For instance, Aurinia’s oral drug, voclosporin, generated positive pivotal data last December. When added to standard-of-care the drug, which is designed to inhibit an enzyme that activates T-cells called calcineurin, induced renal response of 40.8%, while those on the control arm experienced a rate of 22.5% at 52 weeks. Although a previous mid-stage study brought up safety concerns with the drug, after more deaths in the voclosporin arm were recorded, the Phase III trial put those fears to rest with roughly similar rates of serious adverse events across both arms.

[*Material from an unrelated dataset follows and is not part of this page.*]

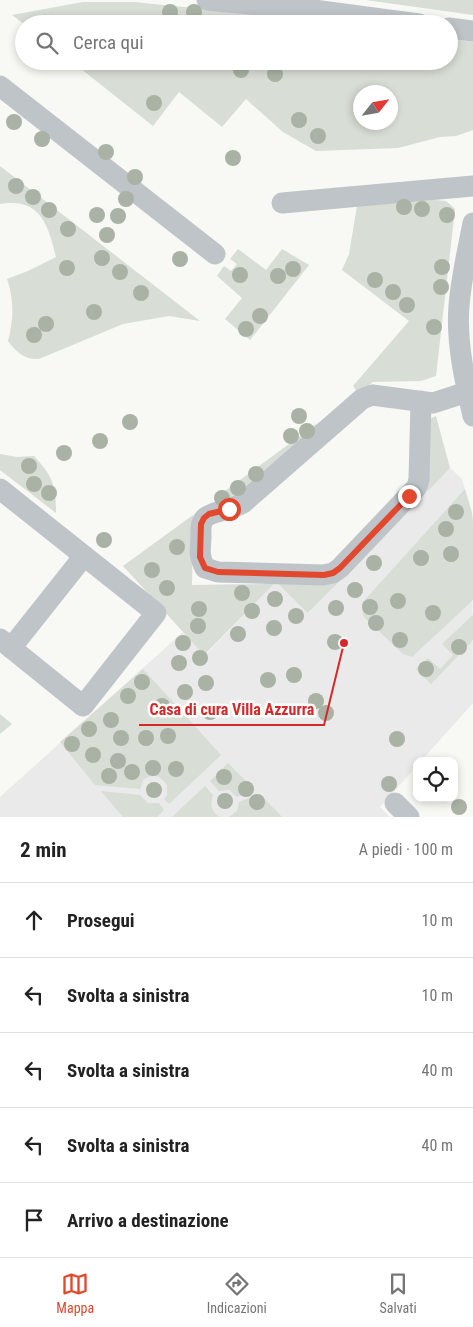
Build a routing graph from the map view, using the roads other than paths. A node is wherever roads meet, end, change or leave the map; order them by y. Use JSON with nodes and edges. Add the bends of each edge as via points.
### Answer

“Despite providing Benlysta treatment for twice as long as voclosporin, and setting the bar for renal response substantially lower, Benlysta still only managed to barely hit statistical significance. In light of these results, we regard the benefit of Benlysta in LN to be marginal, at best, similar to its benefit in systemic lupus erythematosus (SLE),” HC Wainwright analyst Ed Arce wrote in a December note.
Last November, Roche’s Gazvya also generated positive mid-stage data when combined with standard care in LN patients. The drug — engineered to attach to CD20, a protein found on certain B-cells — met the main goal of inducing a statistically superior complete renal response of 40% at week 76, versus 18% in patients given standard treatment, Roche said.
A number of other autoimmune and cancer drugs are also being repurposed for use in LN and in the larger lupus patient population. But for Lupus Research Alliance’s Roy, a single target approach will not garner the type of impact that could transform the lives of patients, but a bispecific strategy that is being tested in earlier stage trials from companies just might.
“I think a B cell or a T cell sort of drug mechanism is too myopic, and I think that’s been borne out in the trials. Even in Benlysta, the effect size was very small. So I think one sort of therapy either targeting a B or T cell population is not going to be enough,” he said. “And unfortunately, because we have a lack of approved drugs, combination therapies aren’t really something that we can employ in lupus as you can employ in other diseases, particularly cancer.”
So some companies such as Bristol Myers and Amgen are trying to address the heterogeneity of the disease without knowing how we stratify patients at a molecular level, recognizing that monotherapies attacking a single pathway aren’t very effective, he noted. “So the next best bet is to really look at developing a combo therapy by virtue of having multiple mechanisms.”